Exercise goal —
Down to the final line, reproduce the entries that follow exactly.

====== Input data ======

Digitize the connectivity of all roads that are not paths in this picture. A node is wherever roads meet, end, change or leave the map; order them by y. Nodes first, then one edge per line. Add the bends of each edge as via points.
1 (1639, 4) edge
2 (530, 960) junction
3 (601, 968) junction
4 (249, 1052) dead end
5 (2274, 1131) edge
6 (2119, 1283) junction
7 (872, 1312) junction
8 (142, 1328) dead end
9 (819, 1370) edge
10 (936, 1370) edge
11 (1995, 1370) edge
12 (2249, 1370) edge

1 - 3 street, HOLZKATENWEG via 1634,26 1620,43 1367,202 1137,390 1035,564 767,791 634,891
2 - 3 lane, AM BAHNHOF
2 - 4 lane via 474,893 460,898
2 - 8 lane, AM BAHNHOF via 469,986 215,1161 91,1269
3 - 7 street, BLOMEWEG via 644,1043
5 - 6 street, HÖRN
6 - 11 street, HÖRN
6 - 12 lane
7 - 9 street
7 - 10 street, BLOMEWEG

======

Response to the task —
Digitize the connectivity of all roads that are not paths in this picture. A node is wherever roads meet, end, change or leave the map; order them by y. Nodes first, then one edge per line. Add the bends of each edge as via points.
1 (1639, 4) edge
2 (530, 960) junction
3 (601, 968) junction
4 (249, 1052) dead end
5 (2274, 1131) edge
6 (2119, 1283) junction
7 (872, 1312) junction
8 (142, 1328) dead end
9 (819, 1370) edge
10 (936, 1370) edge
11 (1995, 1370) edge
12 (2249, 1370) edge

1 - 3 street, HOLZKATENWEG via 1634,26 1620,43 1367,202 1137,390 1035,564 767,791 634,891
2 - 3 lane, AM BAHNHOF
2 - 4 lane via 474,893 460,898
2 - 8 lane, AM BAHNHOF via 469,986 215,1161 91,1269
3 - 7 street, BLOMEWEG via 644,1043
5 - 6 street, HÖRN
6 - 11 street, HÖRN
6 - 12 lane
7 - 9 street
7 - 10 street, BLOMEWEG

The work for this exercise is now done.